Representing the potential clients, Craig and Betsy, turns out to be a bust. As Jimmy drives along a suburban road, he hits a skateboarder. However, he sees through the kid and his brother’s bullshit once they attempt to collect $500. Jimmy then drives off to the nail salon, which he tries to get Jesse Pinkman to buy in the future. These allusions to Breaking Bad are making me giddier than a schoolgirl in a One Direction concert. In his office, Jimmy goes through his bills and finds a cheque from Hamlin, Hamlin & McGill for $26,000. He heads down to the law firm, where we learn about Chuck. We’re also treated to a glimpse of that ballsy, over-the-top Saul Goodman goodness when he yells out, “And you will atone!”

Jimmy drives to a dark house and stores his keys and cell phone in a mailbox. He steps inside and we hear Chuck typing something that needs to be translated – a new identity for his younger brother, I can’t be sure. Jimmy tries to convince his older brother to cash out of the firm, but Chuck insists he’s going to beat this electromagnetism paranoia. We start to see the glaring differences between brothers. Although Chuck is now a recluse due to his supposed mental illness, he maintains to be a rather honourable lawyer (there’s such a thing?). He worries about his clients, his staff, and all the people who have no legal representation. Jimmy’s perspective is a little different. He’s tired of being paid pennies for his work as a public defender. “Money is not beside the point. Money is the point.”

Chuck tries to convince Jimmy to change his name and dissociate from the partner name. He brings up professional courtesy, but all Jimmy worries about is the fact that his brother’s broke and he doesn’t have the means to support Chuck’s strange, hermetic lifestyle. They continue to argue and Chuck finally asks his brother, “wouldn’t you rather build your own identity? Why ride on someone else’s coattails?”

Screenshot from

Jimmy is in the skate park and find the two boys from the day prior. He tells them the story of Cicero Illinois’ Slippin’ Jimmy, who collected up to eight grand from planned collisions. He arranges a hit with Betsy’s medium sandalwood (baby-poop brown) station wagon. It doesn’t go according to plan though when Betsy hits and runs. The skateboarders tail behind a truck and follow her car. They immediately drop Jimmy as their lawyer once they learn they’ve fallen into the honeypot, and now they stood to gain more money for the felony. Once the station wagon’s parked on a driveway, the skateboarders call out the driver. Instead of white, middle-aged, suburban Betsy, it’s a Hispanic older woman. “You felonied my brother!” But the woman no habla English, so they follow her inside.
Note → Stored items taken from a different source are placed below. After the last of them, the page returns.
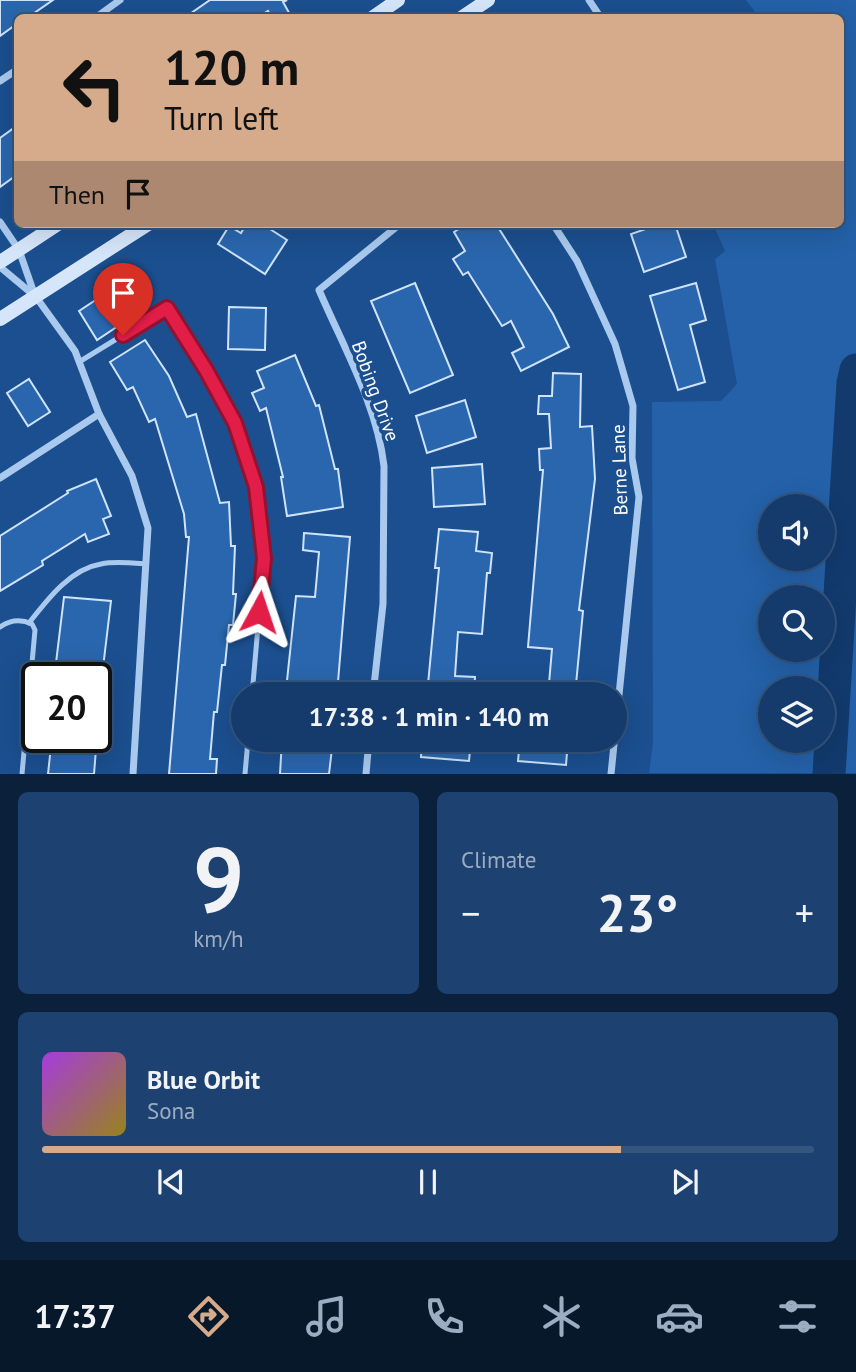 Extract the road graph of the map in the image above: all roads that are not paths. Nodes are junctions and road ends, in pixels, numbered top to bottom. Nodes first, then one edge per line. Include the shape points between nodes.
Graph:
1 (120, 0) edge
2 (398, 0) edge
3 (488, 0) edge
4 (101, 14) edge
5 (378, 14) edge
6 (467, 14) edge
7 (0, 222) edge
8 (52, 228) edge
9 (142, 228) edge
10 (395, 228) edge
11 (556, 228) edge
12 (19, 250) junction
13 (0, 265) edge
14 (36, 297) junction
15 (0, 320) edge
16 (79, 362) junction
17 (99, 414) junction
18 (0, 478) edge
19 (146, 564) junction
20 (29, 623) junction
21 (0, 627) edge
22 (253, 682) edge
23 (374, 682) edge
24 (247, 752) edge
25 (368, 752) edge
26 (22, 774) edge
27 (133, 774) edge
28 (245, 774) edge
29 (366, 774) edge
30 (611, 774) edge

1 - 4 street
2 - 5 main road
3 - 6 main road
7 - 12 street
8 - 12 main road
9 - 14 main road
10 - 23 street, Bobing Drive via 319,290 381,444 383,604
11 - 30 street, Berne Lane via 593,293 615,344 633,406 632,458 639,497
12 - 13 main road
12 - 14 street
13 - 14 street
14 - 15 main road
14 - 16 street
16 - 17 street
16 - 22 lane via 167,308 235,423 256,487 264,558
17 - 18 street
17 - 19 street via 136,489 148,528
19 - 20 lane via 102,563 88,568 55,592
19 - 27 street
20 - 21 lane via 8,622
20 - 26 lane via 35,631
24 - 28 lane
25 - 29 street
The scene cuts back to Jimmy, who, after numerous attempts starting his $200 yellow relic ($300 hooker not included), has found Betsy’s car and the boys’ skateboards. He pounds on the door, and a man pulls it open. It’s Turtle, I mean, Tuco Salamanca! He has a gun to Jimmy’s face, he pulls him into the house, and we fade to black.

Better Call Saul is definitely going on the DVR list.